CF & Flex
An Introduction To Adobe Flex For ColdFusion Developers
If you're new to Flex or haven't tried it yet, this article provides an introduction, from a ColdFusion developer's perspective
By: Oliver Merk
Aug. 15, 2007 12:45 PM
There's been a lot of talk in the ColdFusion community lately about the newly released Flex 2. If you're new to Flex or haven't tried it yet, this article provides an introduction, from a ColdFusion developer's perspective, to what Flex is and is not.
I'll also put Flex in the perspective of what you already know as a ColdFusion developer, so that your introduction to this exciting and powerful technology will have a familiar context.
Like many of you, I've been using ColdFusion for several years, keeping up with the latest bells and whistles as they were introduced: the Java platform, CFCs, reporting, Flash forms. As an Adobe Certified ColdFusion Instructor, I made sure I kept up with these new features, even if I didn't use them day-to-day, simply because I knew I'd get questions about them.
Little did I know that arming myself with these snippets of knowledge and best practices would help ease my introduction to Flex enormously.
What Is the ColdFusion-Flex Relationship?
What Exactly Is Flex?
To create a Flash movie, developers traditionally use Adobe's Flash IDE, a timeline-based application that is exceptionally well suited to creating animations. If you've never seen the Flash IDE, it's worth taking the time to download the free trial. The Flash IDE, however, was not originally intended to be a tool for application developers like us. While some incredible applications have been created using the Flash IDE, developers who come from a coding background have had a hard time getting comfortable building applications this way. I certainly did.
The Flex team was well aware of this and, to their credit, recognized that if Flash was going to play a significant role in the next generation of Web applications, especially at the enterprise level, they would need to entice coders to get in the game. Wouldn't it be great, they thought, to be able to create Rich Internet Applications (RIAs) using only code?
And so, Flex was born.
Flex allows you, the developer, to create Flash applications using code. The good news is that the code is very similar to the HTML and CFML you already know.
Here is a simple example:
<?xml version="1.0" encoding="utf-8"?>
Notice that Flex uses opening and closing tags, just like HTML and ColdFusion. In this case, the markup language is called MXML. Also, the first line tells you that MXML documents are standards-compliant XML files.
What Is ActionScript?
<?xml version="1.0" encoding="utf-8"?>
ActionScript is where the real work of your Flex application occurs. It can be used to manipulate the application's visual elements as well as gather, send, and retrieve data from remote sources such as Web services, Java objects, and even ColdFusion Components (CFCs).
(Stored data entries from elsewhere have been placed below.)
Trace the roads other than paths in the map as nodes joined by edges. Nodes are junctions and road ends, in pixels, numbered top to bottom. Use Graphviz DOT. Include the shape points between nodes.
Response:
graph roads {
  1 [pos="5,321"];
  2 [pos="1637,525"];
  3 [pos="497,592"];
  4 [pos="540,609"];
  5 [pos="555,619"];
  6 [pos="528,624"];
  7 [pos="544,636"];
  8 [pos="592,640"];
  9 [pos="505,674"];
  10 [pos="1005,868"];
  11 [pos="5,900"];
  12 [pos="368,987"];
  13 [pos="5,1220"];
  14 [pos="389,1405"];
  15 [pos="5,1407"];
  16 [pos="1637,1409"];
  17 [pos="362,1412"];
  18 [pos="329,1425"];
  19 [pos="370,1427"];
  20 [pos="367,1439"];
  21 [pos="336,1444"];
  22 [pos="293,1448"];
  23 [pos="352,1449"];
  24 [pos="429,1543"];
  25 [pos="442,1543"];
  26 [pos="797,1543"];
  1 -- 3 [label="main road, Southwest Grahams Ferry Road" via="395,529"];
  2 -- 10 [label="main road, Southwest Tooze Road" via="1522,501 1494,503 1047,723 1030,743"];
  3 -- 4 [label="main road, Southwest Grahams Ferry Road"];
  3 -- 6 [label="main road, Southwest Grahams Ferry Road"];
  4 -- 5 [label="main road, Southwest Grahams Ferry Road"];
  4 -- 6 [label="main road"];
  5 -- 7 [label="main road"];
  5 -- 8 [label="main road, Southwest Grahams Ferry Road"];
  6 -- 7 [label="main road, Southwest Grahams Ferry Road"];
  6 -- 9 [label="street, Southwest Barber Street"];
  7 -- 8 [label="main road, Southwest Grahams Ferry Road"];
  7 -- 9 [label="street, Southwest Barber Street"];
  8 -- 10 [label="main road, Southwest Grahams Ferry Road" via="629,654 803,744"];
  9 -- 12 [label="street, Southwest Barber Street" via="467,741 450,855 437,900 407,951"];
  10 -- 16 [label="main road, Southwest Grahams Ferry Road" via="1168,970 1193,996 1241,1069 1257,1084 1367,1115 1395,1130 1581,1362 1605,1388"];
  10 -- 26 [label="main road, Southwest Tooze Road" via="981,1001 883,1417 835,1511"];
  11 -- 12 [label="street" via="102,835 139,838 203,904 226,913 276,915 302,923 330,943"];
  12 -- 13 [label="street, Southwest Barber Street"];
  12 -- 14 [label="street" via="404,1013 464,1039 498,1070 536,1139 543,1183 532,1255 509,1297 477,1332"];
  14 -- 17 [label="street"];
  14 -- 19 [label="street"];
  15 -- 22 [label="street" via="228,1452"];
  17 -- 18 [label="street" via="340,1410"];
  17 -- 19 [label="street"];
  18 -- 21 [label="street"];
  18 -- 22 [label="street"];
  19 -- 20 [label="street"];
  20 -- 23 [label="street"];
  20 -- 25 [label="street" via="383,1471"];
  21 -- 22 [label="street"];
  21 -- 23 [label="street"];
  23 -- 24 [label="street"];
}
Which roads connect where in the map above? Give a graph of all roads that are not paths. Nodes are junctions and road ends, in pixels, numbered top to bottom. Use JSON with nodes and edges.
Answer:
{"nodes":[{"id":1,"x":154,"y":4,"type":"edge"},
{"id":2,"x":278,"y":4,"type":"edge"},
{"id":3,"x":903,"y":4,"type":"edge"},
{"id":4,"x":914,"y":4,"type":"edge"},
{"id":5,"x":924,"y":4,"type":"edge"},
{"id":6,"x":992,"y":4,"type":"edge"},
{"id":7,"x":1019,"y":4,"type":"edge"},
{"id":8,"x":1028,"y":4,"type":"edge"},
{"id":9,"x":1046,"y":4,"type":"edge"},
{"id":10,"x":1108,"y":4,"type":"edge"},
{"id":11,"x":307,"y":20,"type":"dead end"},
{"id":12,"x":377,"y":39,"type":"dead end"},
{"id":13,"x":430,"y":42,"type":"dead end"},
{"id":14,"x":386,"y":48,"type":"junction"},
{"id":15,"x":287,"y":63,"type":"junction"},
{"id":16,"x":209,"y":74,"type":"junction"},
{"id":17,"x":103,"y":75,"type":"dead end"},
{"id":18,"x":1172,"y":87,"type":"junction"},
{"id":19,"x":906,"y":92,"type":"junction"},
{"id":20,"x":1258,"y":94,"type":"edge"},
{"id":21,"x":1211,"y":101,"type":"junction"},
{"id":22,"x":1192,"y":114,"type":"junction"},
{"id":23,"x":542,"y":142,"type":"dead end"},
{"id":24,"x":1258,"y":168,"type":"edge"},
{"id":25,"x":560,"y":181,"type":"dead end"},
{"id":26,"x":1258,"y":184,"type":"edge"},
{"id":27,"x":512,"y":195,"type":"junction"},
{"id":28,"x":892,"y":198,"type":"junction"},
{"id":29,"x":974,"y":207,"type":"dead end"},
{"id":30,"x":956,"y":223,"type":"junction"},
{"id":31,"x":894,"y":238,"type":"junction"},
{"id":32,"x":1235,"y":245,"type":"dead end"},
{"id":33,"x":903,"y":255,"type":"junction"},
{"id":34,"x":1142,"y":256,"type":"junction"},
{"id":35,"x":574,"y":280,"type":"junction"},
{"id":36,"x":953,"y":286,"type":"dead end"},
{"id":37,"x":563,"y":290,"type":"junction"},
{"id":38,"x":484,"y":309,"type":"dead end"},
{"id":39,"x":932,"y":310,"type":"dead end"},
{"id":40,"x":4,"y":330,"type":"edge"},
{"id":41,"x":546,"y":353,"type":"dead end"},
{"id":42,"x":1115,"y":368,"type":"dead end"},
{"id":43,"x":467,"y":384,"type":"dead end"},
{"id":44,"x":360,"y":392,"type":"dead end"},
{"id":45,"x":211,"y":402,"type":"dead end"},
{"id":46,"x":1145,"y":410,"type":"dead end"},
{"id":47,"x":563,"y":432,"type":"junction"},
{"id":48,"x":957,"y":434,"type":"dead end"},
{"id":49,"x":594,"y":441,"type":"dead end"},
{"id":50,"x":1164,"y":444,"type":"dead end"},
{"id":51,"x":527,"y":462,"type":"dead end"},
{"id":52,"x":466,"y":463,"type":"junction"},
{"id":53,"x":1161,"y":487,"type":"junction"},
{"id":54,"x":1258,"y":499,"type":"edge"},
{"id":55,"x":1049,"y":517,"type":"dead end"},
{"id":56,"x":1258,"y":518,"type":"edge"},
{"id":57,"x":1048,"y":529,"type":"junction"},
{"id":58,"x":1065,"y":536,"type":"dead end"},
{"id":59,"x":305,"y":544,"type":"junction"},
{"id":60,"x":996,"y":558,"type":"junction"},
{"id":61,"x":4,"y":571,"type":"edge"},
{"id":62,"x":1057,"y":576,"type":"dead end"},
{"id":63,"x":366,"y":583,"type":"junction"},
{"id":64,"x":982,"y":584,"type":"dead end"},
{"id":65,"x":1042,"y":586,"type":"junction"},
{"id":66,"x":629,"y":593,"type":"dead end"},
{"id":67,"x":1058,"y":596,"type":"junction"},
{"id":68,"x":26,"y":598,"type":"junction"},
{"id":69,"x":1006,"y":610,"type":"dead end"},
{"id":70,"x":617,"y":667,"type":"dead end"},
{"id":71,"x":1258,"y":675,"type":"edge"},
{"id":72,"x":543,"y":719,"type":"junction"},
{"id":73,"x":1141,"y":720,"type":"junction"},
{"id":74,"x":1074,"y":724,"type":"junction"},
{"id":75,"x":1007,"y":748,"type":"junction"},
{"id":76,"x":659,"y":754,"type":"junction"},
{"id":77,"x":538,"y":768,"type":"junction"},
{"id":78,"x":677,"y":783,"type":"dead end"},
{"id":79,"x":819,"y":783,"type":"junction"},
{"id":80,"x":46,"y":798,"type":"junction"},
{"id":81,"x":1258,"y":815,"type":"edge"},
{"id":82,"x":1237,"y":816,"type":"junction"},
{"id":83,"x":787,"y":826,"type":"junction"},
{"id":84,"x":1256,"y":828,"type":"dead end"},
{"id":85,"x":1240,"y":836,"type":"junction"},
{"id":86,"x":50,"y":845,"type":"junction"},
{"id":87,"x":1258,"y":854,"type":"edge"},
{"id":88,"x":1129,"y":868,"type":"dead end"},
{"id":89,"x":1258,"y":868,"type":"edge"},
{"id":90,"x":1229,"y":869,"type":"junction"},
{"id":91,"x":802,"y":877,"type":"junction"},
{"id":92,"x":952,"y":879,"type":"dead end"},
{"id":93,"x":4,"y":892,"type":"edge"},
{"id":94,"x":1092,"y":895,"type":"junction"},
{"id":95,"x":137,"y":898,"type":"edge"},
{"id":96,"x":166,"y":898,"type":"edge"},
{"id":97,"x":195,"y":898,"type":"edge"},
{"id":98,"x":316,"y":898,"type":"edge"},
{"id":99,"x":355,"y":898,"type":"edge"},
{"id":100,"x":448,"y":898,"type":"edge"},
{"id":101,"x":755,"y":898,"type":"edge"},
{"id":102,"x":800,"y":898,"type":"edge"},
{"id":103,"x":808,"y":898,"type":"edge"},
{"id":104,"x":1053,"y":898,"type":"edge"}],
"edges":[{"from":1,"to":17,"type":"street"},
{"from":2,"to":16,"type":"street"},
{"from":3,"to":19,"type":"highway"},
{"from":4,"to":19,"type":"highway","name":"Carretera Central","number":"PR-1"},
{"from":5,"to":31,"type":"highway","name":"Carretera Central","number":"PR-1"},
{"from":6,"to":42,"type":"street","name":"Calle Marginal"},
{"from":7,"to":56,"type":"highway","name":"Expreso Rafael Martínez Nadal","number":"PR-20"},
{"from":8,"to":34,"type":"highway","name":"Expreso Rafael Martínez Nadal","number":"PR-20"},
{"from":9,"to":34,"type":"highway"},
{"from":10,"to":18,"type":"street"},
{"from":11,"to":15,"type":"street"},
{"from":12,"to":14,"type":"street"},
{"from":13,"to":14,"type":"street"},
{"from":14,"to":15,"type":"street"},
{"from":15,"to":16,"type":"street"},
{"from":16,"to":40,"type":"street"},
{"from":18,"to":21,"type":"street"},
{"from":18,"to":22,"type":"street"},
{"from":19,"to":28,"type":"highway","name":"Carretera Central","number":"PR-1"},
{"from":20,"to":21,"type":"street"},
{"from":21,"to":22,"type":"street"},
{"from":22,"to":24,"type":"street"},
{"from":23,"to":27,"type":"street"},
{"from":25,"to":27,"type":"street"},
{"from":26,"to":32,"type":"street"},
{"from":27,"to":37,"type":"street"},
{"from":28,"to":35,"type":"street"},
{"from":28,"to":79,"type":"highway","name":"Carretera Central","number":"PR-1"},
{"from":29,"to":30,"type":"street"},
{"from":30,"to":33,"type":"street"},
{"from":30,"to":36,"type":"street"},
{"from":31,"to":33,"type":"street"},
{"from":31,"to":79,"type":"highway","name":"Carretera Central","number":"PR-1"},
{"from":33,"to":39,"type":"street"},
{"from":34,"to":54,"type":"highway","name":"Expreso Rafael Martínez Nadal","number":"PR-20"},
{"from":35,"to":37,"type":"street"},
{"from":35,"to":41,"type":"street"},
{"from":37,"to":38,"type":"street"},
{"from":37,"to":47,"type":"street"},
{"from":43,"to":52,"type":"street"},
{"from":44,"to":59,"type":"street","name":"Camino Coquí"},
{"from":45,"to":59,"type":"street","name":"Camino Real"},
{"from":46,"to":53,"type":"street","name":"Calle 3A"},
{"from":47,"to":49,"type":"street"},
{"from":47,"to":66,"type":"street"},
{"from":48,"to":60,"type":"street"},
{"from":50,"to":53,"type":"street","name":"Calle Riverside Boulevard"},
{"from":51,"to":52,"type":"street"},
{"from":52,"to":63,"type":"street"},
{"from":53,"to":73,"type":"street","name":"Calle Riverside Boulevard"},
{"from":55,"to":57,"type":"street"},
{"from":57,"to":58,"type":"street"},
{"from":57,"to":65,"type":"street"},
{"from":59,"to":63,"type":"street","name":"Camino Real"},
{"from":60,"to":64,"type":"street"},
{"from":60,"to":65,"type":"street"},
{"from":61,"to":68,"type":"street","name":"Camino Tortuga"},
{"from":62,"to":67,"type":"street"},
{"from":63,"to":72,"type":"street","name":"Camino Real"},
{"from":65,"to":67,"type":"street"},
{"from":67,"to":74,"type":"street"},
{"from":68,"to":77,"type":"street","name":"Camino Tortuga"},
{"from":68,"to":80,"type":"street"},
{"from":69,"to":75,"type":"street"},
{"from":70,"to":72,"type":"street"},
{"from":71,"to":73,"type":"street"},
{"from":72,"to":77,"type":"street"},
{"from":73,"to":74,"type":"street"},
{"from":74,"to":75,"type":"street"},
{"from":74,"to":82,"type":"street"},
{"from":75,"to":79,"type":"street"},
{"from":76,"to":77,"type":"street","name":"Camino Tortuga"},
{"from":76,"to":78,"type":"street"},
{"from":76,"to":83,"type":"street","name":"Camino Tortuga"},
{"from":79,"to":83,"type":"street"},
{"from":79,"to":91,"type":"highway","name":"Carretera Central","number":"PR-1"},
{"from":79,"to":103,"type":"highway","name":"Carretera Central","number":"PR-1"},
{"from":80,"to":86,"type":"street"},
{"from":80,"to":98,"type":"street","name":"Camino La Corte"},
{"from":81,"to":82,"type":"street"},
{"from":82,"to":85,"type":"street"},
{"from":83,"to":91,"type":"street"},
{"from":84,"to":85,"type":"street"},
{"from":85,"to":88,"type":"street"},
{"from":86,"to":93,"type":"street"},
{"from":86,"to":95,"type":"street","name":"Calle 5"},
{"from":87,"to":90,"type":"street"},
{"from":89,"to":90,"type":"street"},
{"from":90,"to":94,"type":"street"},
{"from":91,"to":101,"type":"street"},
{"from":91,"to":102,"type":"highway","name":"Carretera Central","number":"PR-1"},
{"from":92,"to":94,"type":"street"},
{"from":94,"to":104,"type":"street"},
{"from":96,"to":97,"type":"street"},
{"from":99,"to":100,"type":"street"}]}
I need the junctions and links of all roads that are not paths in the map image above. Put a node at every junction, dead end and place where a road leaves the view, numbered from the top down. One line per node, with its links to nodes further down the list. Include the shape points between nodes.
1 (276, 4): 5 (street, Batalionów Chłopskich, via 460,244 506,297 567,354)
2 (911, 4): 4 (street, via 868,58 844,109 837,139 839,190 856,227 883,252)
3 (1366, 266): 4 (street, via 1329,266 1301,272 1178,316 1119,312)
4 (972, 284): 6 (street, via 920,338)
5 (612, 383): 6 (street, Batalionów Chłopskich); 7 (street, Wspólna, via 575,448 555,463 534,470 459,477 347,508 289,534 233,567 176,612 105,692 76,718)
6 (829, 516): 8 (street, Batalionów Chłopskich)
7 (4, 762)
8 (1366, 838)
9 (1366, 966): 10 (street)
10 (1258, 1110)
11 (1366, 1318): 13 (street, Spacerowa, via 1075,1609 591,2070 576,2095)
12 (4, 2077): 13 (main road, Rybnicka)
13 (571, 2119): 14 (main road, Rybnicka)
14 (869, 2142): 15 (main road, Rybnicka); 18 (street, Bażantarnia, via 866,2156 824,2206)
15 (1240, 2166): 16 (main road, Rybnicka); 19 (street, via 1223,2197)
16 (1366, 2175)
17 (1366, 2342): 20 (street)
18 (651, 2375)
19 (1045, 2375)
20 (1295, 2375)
Flex also uses Cascading Style Sheets syntax to style the visual elements of your application, so those CSS skills will come in handy with Flex as well.
What About ColdFusion?
Is ColdFusion no longer needed? Are your hard-earned skills going to be abandoned now that Flex has arrived?
Flex represents what's known as the presentation layer of an application; the view part of that model-view-controller stuff that's all the rage these days (see Table 1 above). That is, its primary concern is to render the interface for the user and provide an environment that is comfortable and intuitive. For example, we're all used to dragging and dropping things within our desktop environments, so Flex has this functionality built in - and it's easy to implement.
What Flex does not do is all the back-end transactional things that an applications needs. It cannot directly send a query to a database. It cannot POP an e-mail account. It cannot manipulate files on the server. Is this a drawback to using Flex? No. In fact, it's its greatest strength. Flex leaves the choice of back-end technology up to the developer or organization. This means that the initial investments made to create such systems can be repurposed with a rich front end.
Flex contains several built-in functions that can talk to various back-end technologies, including native connections to ColdFusion CFCs and Java objects, XML files, as well as Web services. That last one is important; Flex can talk to any Web service, regardless of the technology used to create it. This means that an organization that has invested heavily in their technology of choice, say .NET, can retain that code base, while adding a sophisticated presentation layer that is difficult or impossible to achieve with a straight HTML interface.
Where Do I Start?
I would also suggest an official Adobe Flex training course. There are three Flex courses currently available, with more to follow. Visit the link in my bio for more information.
What Other New Things Will I Learn?
As ColdFusion developers we are living in a very exciting time. Our years of experience are being put to a new use. The same joy we felt when we first learned ColdFusion is about to be rekindled with another technology that, like ColdFusion, makes seemingly difficult tasks easy and satisfying.